■ DATASET ENTRIES

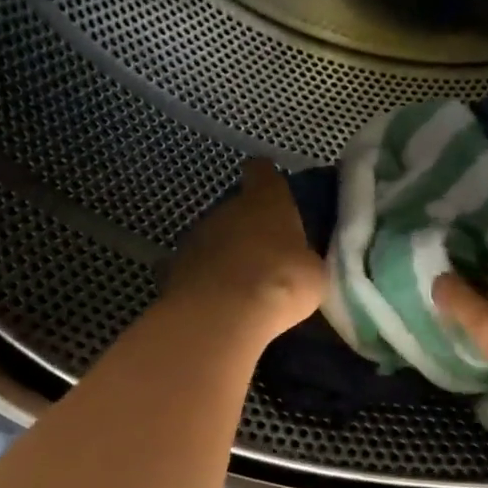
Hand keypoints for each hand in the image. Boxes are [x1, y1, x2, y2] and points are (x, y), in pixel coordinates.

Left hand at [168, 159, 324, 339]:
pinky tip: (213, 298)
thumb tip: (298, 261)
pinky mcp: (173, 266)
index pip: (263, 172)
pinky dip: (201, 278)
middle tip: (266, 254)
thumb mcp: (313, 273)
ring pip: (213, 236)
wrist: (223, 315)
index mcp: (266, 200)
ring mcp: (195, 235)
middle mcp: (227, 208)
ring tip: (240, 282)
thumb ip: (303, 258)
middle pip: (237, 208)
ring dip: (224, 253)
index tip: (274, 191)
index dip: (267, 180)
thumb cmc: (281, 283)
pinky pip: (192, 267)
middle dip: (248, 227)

...

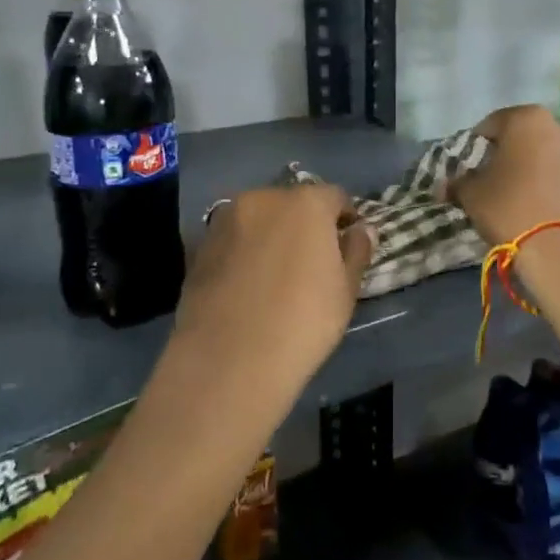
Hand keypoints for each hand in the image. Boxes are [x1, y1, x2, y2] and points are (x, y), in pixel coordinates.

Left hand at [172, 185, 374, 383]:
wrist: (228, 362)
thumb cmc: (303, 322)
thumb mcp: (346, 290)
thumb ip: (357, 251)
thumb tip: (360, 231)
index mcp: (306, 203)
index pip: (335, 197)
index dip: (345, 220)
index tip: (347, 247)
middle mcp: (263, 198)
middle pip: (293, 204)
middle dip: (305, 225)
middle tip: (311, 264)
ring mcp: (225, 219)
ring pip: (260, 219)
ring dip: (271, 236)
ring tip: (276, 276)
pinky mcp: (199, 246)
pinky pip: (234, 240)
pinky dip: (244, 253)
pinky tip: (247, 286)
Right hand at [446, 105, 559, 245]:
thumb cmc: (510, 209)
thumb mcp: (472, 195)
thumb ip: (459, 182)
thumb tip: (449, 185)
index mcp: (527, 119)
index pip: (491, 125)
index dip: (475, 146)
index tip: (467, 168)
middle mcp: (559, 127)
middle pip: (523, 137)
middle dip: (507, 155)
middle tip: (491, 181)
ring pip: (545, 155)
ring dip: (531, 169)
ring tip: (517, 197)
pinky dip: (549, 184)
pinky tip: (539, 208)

■ WHAT TO PRODUCE
Copy out only the lines above from the one with "middle dip: (507, 155)" to the one with "pinky tip: (539, 208)", inclusive, exactly as they stand.

■ RESPONSE TO THIS TASK
middle dip: (507, 155)
middle tip: (491, 181)
ring pip: (545, 155)
ring dip: (531, 169)
ring tip: (517, 197)
pinky dip: (549, 184)
pinky tip: (539, 208)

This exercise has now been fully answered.